'''

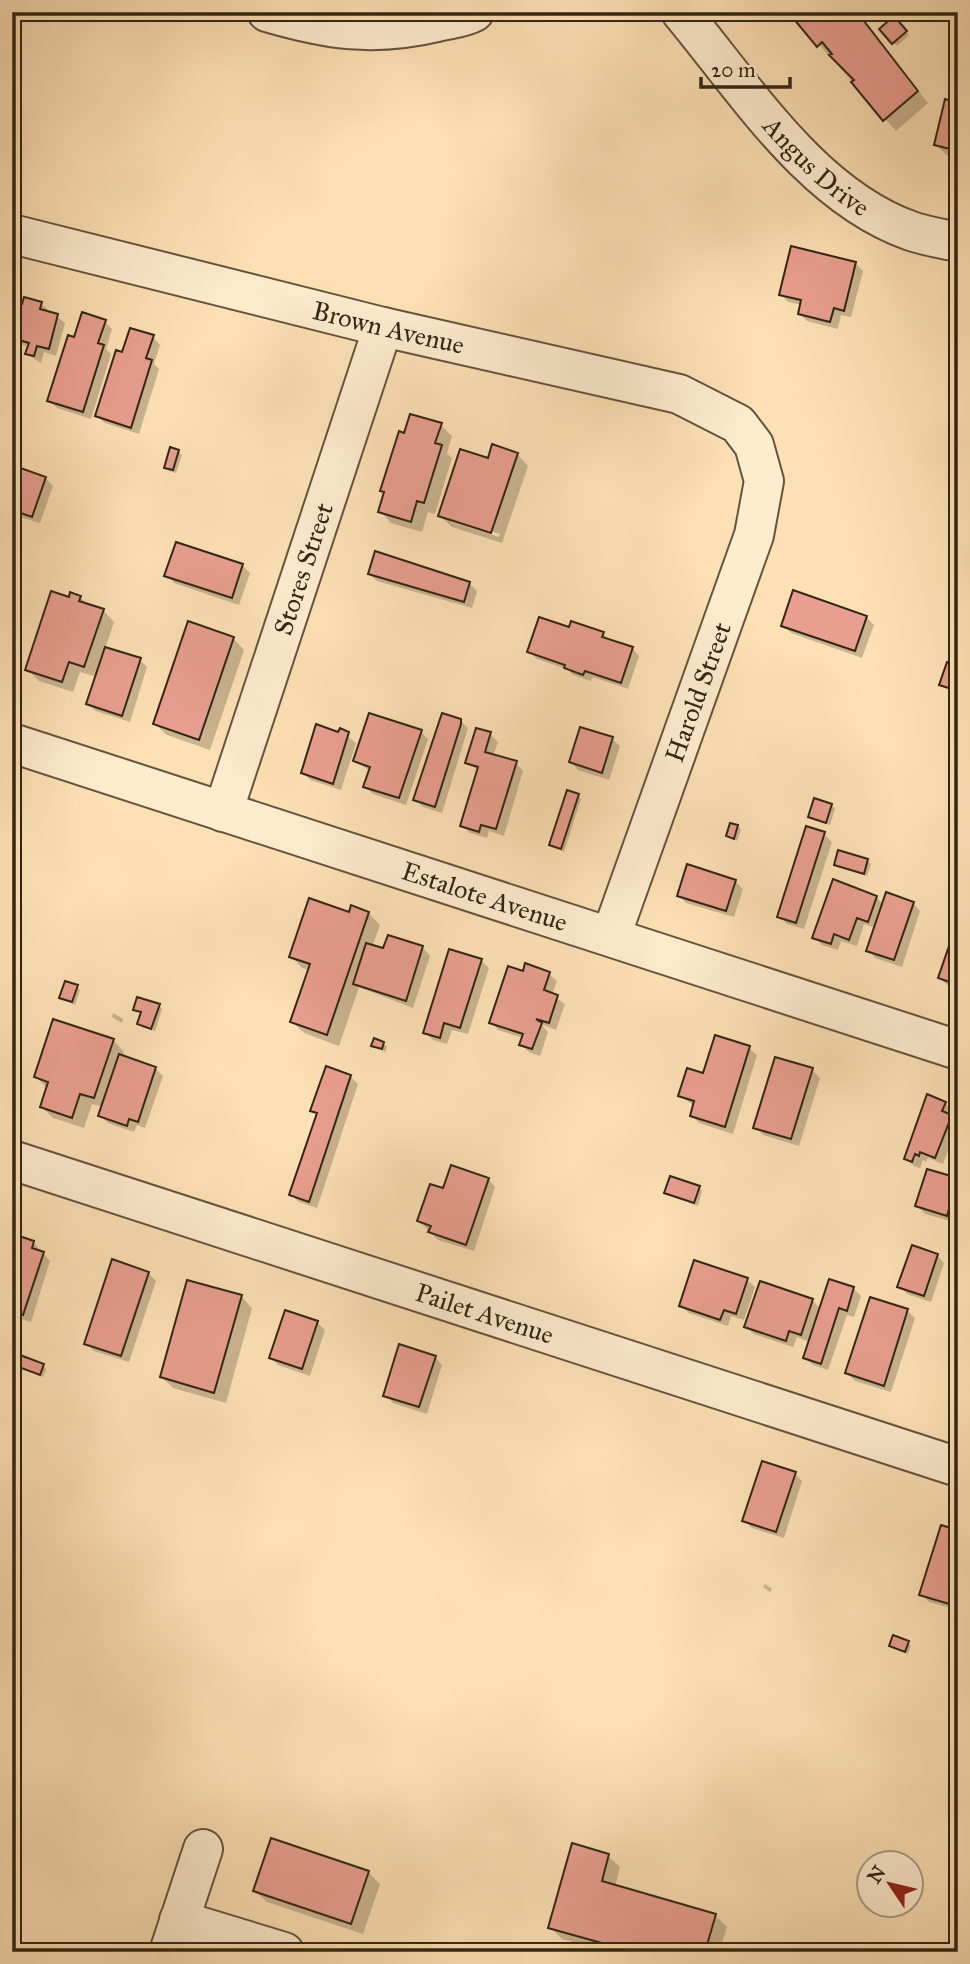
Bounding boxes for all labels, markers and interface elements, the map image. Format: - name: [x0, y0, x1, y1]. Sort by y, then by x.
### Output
- scale bar: [701, 46, 790, 90]
- text: 20 m: [711, 57, 756, 83]
- street label: Angus Drive: [756, 109, 875, 223]
- street label: Brown Avenue: [309, 294, 468, 361]
- street label: Stores Street: [266, 499, 340, 639]
- street label: Harold Street: [658, 618, 738, 766]
- street label: Estalote Avenue: [398, 855, 572, 938]
- street label: Pailet Avenue: [412, 1276, 558, 1351]
- north arrow: [855, 1848, 925, 1918]
- text: N: [862, 1861, 891, 1888]

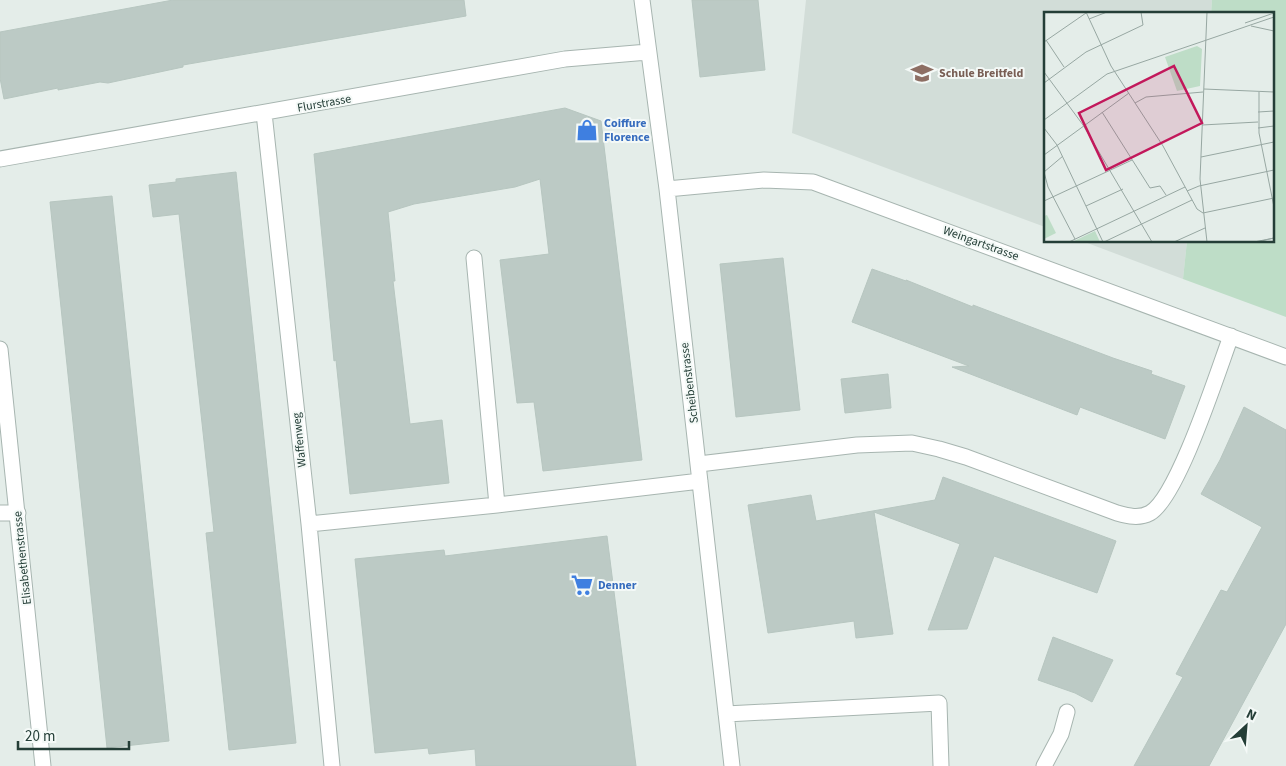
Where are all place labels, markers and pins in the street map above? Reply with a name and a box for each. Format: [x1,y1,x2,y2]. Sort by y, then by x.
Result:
school or university icon: Schule Breitfeld [909,60,935,86]
place label: Schule Breitfeld [939,65,1023,82]
place label: Coiffure Florence [604,115,650,146]
shop icon: Coiffure Florence [574,117,600,143]
supermarket icon: Denner [569,572,595,598]
place label: Denner [598,577,637,594]

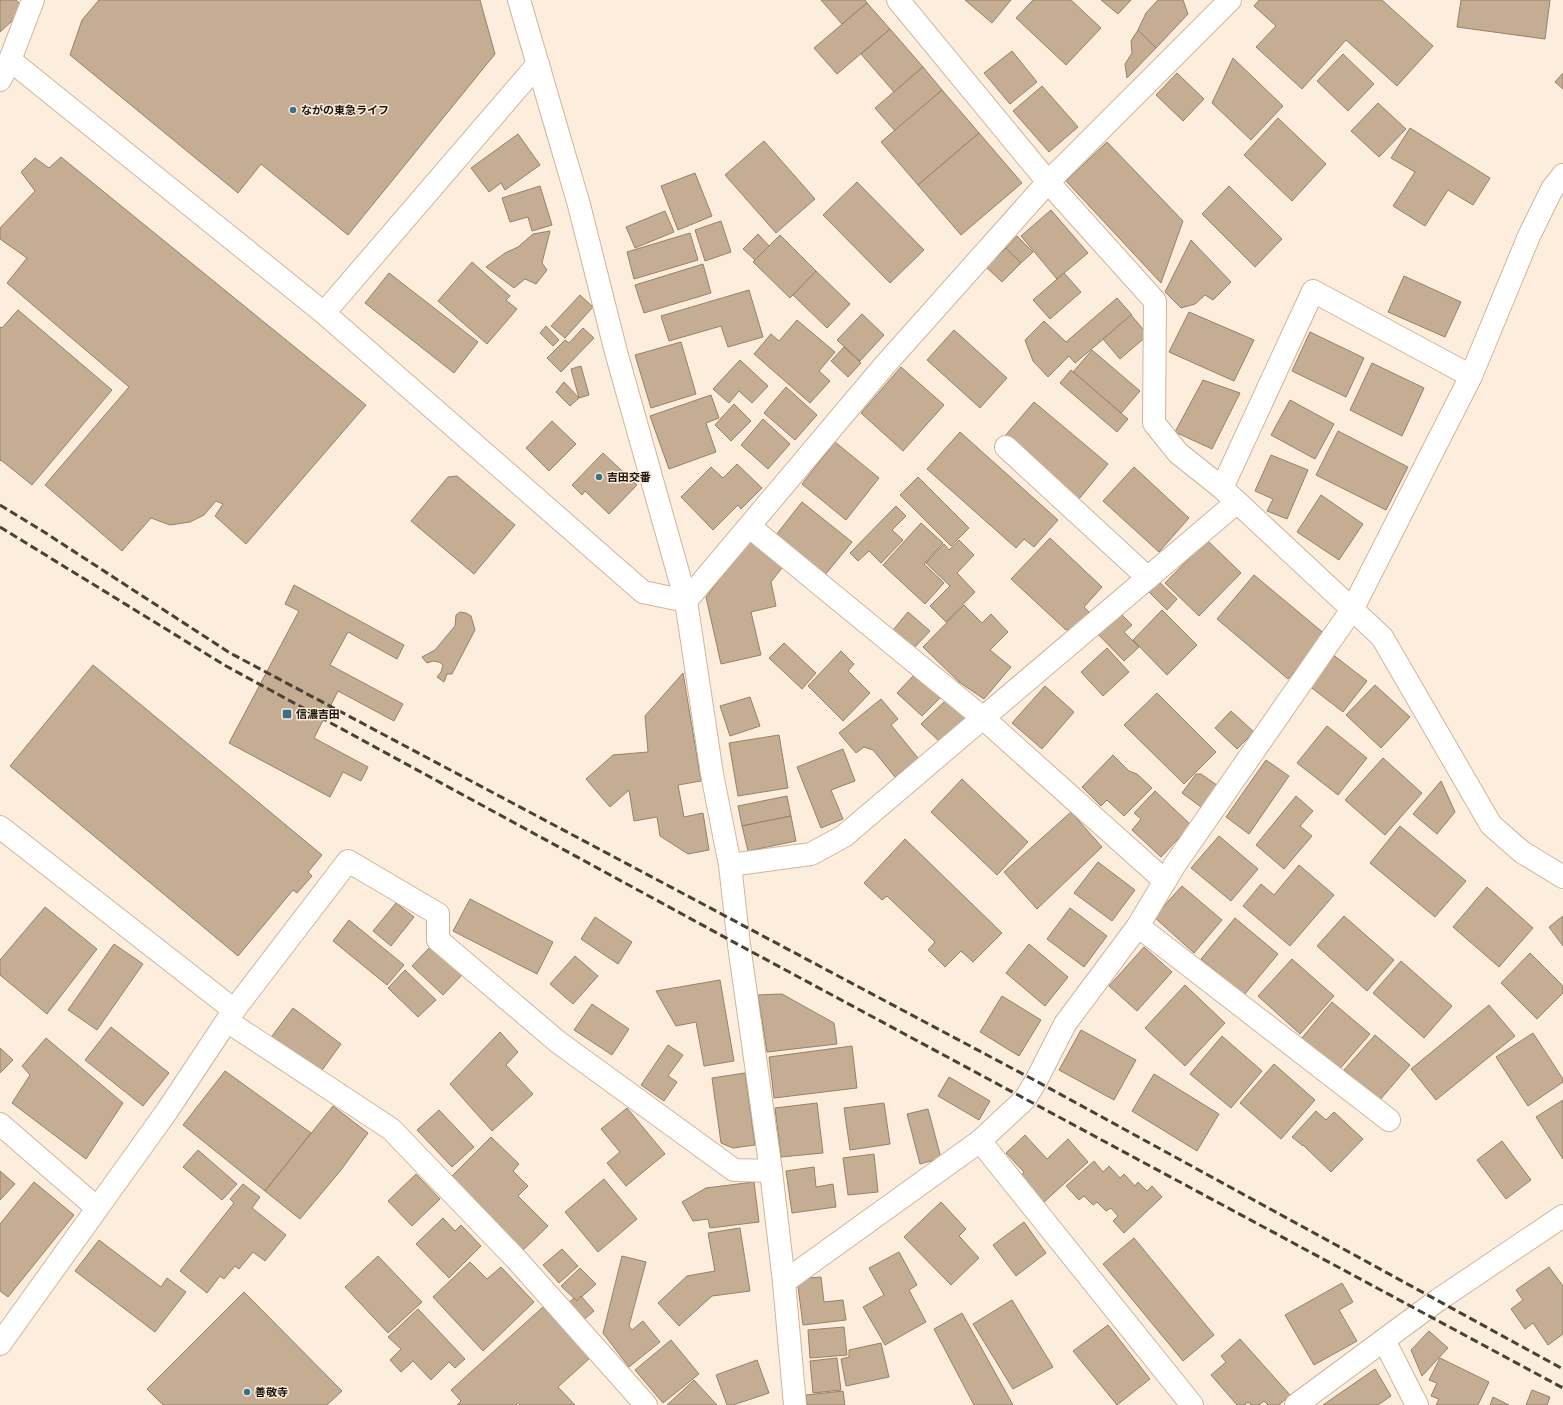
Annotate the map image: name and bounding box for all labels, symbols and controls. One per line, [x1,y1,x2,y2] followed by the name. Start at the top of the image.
[301,103,389,117] place label: ながの東急ライフ
[288,105,298,115] marker: ながの東急ライフ
[607,470,651,484] place label: 吉田交番
[594,472,604,482] marker: 吉田交番
[296,707,340,721] place label: 信濃吉田
[281,708,293,720] marker: 信濃吉田
[255,1385,288,1399] place label: 善敬寺
[242,1387,252,1397] marker: 善敬寺

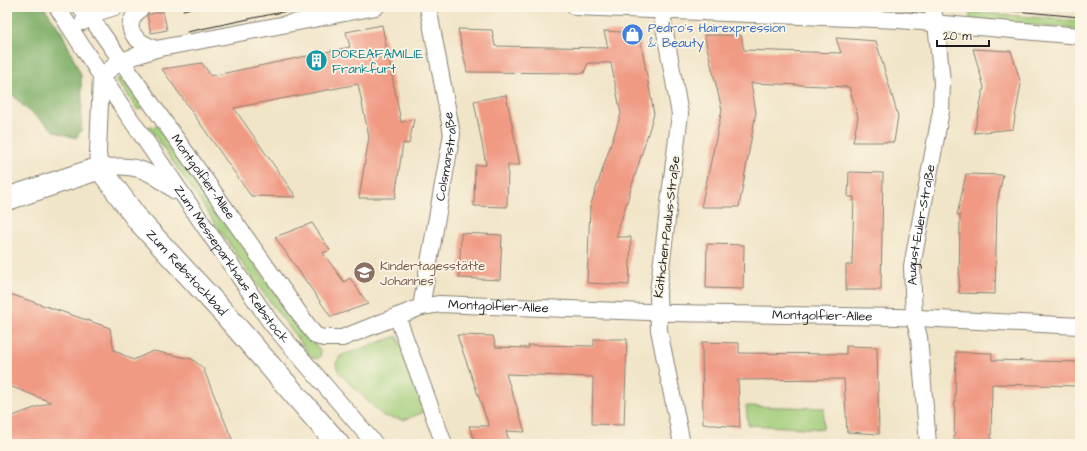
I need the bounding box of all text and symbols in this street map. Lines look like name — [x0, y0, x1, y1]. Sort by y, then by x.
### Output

'''

▶ _REQUIREMENT_: Once the line containing "Where are all" is found, copy it and each line after it through the end of the entries above exactly; nothing else, and no pictures.

▶ _RESULT OF THIS TASK_:
Where are all place labels, markers and pins in the street map above? Reply with a name and a box for each. Format: [x1,y1,x2,y2]. Sort by y, then by x.
Result:
school or university icon: Schule Breitfeld [909,60,935,86]
place label: Schule Breitfeld [939,65,1023,82]
place label: Coiffure Florence [604,115,650,146]
shop icon: Coiffure Florence [574,117,600,143]
supermarket icon: Denner [569,572,595,598]
place label: Denner [598,577,637,594]

Annotate the map image: name and bounding box for all labels, symbols and controls. One per line, [x1,y1,x2,y2] followed by the name. Start at the top of the image.
[301,103,389,117] place label: ながの東急ライフ
[288,105,298,115] marker: ながの東急ライフ
[607,470,651,484] place label: 吉田交番
[594,472,604,482] marker: 吉田交番
[296,707,340,721] place label: 信濃吉田
[281,708,293,720] marker: 信濃吉田
[255,1385,288,1399] place label: 善敬寺
[242,1387,252,1397] marker: 善敬寺

I need the bounding box of all text and symbols in this street map. Lines look like name — [x0, y0, x1, y1]. Sort by y, then by x.
### Output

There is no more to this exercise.